# Micro Mesh Alternative



## Nate Bos (Dec 23, 2013)

Hey guys, just tried out my new Beall bowl buffing set on these acrylic pens and I am very very happy with the results. I sanded up to 1200 with normal sand paper then I used the Tripoli and white diamond wheels. I like this way better than wet sanding with 9 micromesh pads. It is way faster, less messy, actually leaves less scratches than MM and it also works with a CA finish.

Reactions: Like 5


----------



## manbuckwal (Dec 23, 2013)

Pics ??????


----------



## SENC (Dec 23, 2013)

Or you could be hyper-OCD like me and do micromesh then beall buff!


----------



## manbuckwal (Dec 23, 2013)

Very nice finish on those !


----------



## longbeard (Dec 24, 2013)

Those look nice, well done. Blanks goes well with the components. 
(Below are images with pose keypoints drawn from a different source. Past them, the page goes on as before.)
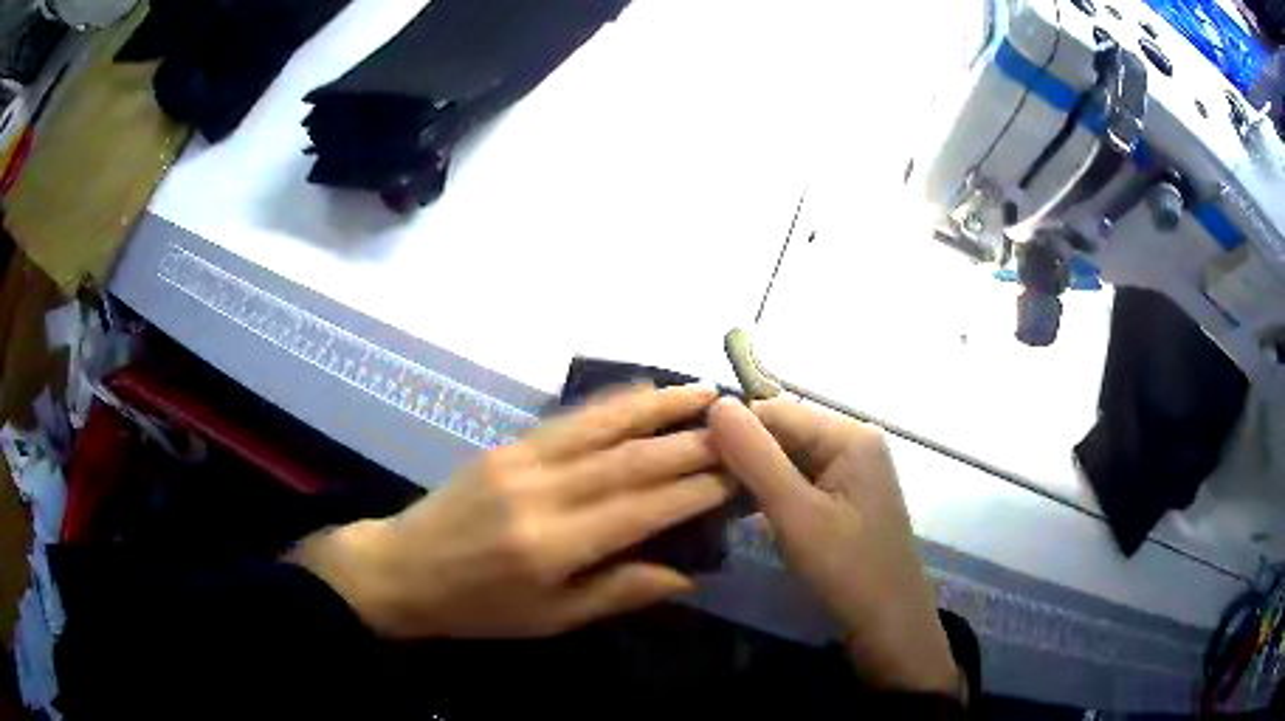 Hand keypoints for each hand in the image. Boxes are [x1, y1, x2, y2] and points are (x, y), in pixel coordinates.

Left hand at [290, 384, 730, 639]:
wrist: (403, 569)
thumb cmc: (478, 608)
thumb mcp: (551, 619)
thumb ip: (620, 592)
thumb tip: (688, 574)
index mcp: (553, 545)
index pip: (642, 508)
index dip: (696, 489)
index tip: (742, 473)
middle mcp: (542, 492)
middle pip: (630, 459)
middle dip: (692, 441)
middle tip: (741, 426)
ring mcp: (521, 459)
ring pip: (601, 425)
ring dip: (658, 405)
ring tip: (704, 391)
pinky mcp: (508, 445)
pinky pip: (569, 418)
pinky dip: (612, 402)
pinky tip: (642, 391)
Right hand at [708, 397, 959, 696]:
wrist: (889, 623)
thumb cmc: (846, 568)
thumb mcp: (796, 513)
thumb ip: (755, 456)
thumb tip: (716, 403)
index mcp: (850, 435)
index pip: (776, 411)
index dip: (733, 432)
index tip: (691, 462)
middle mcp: (855, 441)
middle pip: (785, 432)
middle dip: (744, 456)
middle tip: (701, 487)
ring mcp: (854, 470)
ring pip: (790, 458)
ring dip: (755, 476)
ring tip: (715, 500)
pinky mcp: (849, 496)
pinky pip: (803, 480)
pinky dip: (774, 492)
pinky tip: (745, 511)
Try novus #2 & #3 for polish sometime. I can wet sand with 400, then go to #3 then #2, looks like glass when finished.

Reactions: Like 1


----------



## barry richardson (Dec 24, 2013)

Thanks for the tip! Think I will try it since my micromesh set is about shot....


----------



## rdabpenman (Dec 24, 2013)

Look great from here.
I sand to 400X, buff with extra fine steel wool and polish with Huts Ultra Gloss.
Works great for me.

Les

http://i539.Rule #2/albums/ff357/LesinRedDeer/Pen%20Turning/DSC05052Custom.jpg

Reactions: Like 3


----------



## Schroedc (Dec 24, 2013)

Looks good! For my acrylics I wet sand 320/400/600/1200/3000 and then polish with 3M automotive rubbing compound. Probably the only thing that makes it work for me though is I have an old Chinese lathe (The first cheapo I started with) that I don't mind getting wet. I wouldn't dream of getting water all over the variable speed Delta I upgraded to.

Reactions: Like 1


----------